**Stored data:**
⟨

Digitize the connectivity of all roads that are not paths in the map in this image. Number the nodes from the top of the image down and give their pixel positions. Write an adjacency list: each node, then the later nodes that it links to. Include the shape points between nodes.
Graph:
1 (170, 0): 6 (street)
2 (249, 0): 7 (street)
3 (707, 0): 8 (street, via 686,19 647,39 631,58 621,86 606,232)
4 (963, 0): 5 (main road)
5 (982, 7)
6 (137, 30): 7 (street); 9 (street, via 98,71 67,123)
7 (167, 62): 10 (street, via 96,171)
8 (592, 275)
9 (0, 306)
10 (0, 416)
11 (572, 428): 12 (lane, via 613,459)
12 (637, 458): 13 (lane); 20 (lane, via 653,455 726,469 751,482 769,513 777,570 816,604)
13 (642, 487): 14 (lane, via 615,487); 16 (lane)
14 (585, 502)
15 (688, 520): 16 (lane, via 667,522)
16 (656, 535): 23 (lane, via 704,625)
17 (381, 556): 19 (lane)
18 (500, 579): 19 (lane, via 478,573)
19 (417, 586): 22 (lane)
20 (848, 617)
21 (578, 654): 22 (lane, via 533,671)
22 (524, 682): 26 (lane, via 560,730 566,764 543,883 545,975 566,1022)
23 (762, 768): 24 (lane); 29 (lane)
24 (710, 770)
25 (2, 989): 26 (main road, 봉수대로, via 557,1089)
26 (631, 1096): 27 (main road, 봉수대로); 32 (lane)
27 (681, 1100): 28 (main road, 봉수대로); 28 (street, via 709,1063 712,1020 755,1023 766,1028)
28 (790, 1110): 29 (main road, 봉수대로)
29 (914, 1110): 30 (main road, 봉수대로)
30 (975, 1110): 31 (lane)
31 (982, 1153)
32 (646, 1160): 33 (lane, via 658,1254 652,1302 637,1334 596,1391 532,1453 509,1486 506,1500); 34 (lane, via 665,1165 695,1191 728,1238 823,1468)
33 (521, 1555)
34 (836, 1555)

⟩

**What you should do:**
Could you copy each line above word for word?

**Exercise answer:**
Digitize the connectivity of all roads that are not paths in the map in this image. Number the nodes from the top of the image down and give their pixel positions. Write an adjacency list: each node, then the later nodes that it links to. Include the shape points between nodes.
Graph:
1 (170, 0): 6 (street)
2 (249, 0): 7 (street)
3 (707, 0): 8 (street, via 686,19 647,39 631,58 621,86 606,232)
4 (963, 0): 5 (main road)
5 (982, 7)
6 (137, 30): 7 (street); 9 (street, via 98,71 67,123)
7 (167, 62): 10 (street, via 96,171)
8 (592, 275)
9 (0, 306)
10 (0, 416)
11 (572, 428): 12 (lane, via 613,459)
12 (637, 458): 13 (lane); 20 (lane, via 653,455 726,469 751,482 769,513 777,570 816,604)
13 (642, 487): 14 (lane, via 615,487); 16 (lane)
14 (585, 502)
15 (688, 520): 16 (lane, via 667,522)
16 (656, 535): 23 (lane, via 704,625)
17 (381, 556): 19 (lane)
18 (500, 579): 19 (lane, via 478,573)
19 (417, 586): 22 (lane)
20 (848, 617)
21 (578, 654): 22 (lane, via 533,671)
22 (524, 682): 26 (lane, via 560,730 566,764 543,883 545,975 566,1022)
23 (762, 768): 24 (lane); 29 (lane)
24 (710, 770)
25 (2, 989): 26 (main road, 봉수대로, via 557,1089)
26 (631, 1096): 27 (main road, 봉수대로); 32 (lane)
27 (681, 1100): 28 (main road, 봉수대로); 28 (street, via 709,1063 712,1020 755,1023 766,1028)
28 (790, 1110): 29 (main road, 봉수대로)
29 (914, 1110): 30 (main road, 봉수대로)
30 (975, 1110): 31 (lane)
31 (982, 1153)
32 (646, 1160): 33 (lane, via 658,1254 652,1302 637,1334 596,1391 532,1453 509,1486 506,1500); 34 (lane, via 665,1165 695,1191 728,1238 823,1468)
33 (521, 1555)
34 (836, 1555)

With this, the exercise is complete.